- **THE PROBLEM**
Please report every line from the material that contains the word "Terrace".

--*--

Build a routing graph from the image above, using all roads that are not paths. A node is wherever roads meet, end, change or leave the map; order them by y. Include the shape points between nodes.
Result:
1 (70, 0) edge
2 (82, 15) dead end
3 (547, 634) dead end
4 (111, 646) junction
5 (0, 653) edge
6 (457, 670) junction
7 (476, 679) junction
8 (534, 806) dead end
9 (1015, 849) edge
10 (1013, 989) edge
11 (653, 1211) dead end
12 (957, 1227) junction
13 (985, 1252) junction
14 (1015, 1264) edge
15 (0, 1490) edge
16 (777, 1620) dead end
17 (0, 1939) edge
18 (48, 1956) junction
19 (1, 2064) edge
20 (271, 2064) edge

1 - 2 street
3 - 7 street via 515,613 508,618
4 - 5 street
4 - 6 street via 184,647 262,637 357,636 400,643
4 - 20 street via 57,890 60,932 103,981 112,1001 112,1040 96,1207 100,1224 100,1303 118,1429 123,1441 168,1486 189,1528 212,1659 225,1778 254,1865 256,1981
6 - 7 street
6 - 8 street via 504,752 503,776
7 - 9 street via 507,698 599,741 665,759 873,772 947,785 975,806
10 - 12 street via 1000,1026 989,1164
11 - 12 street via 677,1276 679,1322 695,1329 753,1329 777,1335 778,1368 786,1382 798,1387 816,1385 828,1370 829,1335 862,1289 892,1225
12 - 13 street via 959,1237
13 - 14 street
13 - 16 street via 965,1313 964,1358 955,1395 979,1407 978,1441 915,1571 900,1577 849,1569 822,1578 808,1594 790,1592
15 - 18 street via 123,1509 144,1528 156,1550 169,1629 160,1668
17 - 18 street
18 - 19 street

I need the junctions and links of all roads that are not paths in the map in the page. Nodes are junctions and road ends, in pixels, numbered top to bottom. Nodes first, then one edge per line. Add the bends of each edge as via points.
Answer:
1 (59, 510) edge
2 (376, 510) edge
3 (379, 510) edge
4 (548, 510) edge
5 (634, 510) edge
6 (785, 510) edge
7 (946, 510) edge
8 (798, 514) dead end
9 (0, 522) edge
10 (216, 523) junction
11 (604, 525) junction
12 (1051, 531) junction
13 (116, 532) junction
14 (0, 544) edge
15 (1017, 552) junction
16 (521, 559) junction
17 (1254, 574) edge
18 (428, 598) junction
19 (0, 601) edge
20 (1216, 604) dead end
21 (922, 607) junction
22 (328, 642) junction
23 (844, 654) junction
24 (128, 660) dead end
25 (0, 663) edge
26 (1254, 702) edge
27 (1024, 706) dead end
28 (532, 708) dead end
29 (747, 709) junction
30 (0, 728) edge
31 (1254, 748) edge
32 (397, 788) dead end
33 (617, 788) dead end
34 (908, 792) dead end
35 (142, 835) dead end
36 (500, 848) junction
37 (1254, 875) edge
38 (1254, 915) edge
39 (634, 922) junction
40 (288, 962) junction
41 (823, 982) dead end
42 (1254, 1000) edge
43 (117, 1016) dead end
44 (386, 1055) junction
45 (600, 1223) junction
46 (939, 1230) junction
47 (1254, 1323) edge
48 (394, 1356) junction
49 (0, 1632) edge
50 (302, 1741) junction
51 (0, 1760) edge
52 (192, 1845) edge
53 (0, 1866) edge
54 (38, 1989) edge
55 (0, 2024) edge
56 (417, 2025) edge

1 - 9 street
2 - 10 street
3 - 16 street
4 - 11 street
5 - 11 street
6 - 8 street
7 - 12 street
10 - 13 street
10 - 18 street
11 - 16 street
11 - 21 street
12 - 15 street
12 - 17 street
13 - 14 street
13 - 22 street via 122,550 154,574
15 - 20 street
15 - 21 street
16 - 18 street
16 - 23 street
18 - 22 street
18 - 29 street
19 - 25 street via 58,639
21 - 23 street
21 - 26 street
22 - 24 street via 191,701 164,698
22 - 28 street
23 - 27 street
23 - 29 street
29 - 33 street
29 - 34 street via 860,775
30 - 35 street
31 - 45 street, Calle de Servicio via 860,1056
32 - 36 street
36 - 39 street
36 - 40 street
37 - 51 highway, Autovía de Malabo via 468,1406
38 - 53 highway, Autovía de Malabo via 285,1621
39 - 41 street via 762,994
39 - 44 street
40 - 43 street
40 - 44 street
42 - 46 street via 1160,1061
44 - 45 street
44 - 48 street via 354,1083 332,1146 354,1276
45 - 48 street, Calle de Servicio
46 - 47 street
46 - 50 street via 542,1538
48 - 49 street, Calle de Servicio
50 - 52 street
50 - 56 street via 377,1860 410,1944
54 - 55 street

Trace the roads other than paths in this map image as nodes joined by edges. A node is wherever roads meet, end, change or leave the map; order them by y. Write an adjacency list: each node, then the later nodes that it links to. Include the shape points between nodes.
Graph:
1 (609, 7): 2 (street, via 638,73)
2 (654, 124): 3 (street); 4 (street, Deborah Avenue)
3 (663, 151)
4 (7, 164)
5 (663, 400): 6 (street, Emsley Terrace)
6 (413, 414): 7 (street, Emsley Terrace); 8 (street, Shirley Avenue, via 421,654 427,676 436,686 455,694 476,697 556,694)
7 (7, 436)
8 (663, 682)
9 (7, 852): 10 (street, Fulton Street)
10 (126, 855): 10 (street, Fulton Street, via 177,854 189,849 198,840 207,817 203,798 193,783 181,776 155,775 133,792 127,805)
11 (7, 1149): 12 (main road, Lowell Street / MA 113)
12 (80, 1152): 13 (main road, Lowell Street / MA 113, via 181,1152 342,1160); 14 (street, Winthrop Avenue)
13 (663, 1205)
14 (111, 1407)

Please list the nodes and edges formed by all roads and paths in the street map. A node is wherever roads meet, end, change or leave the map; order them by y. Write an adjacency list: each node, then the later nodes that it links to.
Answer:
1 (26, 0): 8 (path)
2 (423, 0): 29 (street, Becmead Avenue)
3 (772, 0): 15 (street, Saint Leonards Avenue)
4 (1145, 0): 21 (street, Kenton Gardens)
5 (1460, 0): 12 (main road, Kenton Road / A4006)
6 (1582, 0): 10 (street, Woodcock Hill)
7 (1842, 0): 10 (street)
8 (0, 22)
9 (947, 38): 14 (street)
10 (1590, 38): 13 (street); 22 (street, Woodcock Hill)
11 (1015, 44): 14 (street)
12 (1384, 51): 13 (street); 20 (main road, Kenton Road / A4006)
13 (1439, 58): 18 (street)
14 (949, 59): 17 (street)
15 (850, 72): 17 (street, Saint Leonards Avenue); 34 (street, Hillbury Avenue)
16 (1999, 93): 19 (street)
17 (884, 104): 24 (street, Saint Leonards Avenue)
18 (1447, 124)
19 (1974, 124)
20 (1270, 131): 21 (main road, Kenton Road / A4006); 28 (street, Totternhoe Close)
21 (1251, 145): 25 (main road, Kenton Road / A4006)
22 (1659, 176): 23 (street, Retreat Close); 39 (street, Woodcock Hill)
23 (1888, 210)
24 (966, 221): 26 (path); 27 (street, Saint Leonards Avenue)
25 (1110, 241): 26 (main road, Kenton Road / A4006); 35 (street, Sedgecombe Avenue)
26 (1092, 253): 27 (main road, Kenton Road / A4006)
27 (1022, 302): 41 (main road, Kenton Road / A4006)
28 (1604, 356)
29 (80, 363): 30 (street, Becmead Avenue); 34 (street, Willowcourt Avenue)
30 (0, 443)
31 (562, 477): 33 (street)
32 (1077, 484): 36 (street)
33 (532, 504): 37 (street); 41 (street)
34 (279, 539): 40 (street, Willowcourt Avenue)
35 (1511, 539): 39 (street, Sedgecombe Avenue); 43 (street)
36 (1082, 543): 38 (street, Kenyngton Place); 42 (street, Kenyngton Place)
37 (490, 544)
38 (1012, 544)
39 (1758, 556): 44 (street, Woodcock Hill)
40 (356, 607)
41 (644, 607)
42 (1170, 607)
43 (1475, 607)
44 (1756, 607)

--*--

- **TASK OUTPUT**
5 (663, 400): 6 (street, Emsley Terrace)
6 (413, 414): 7 (street, Emsley Terrace); 8 (street, Shirley Avenue, via 421,654 427,676 436,686 455,694 476,697 556,694)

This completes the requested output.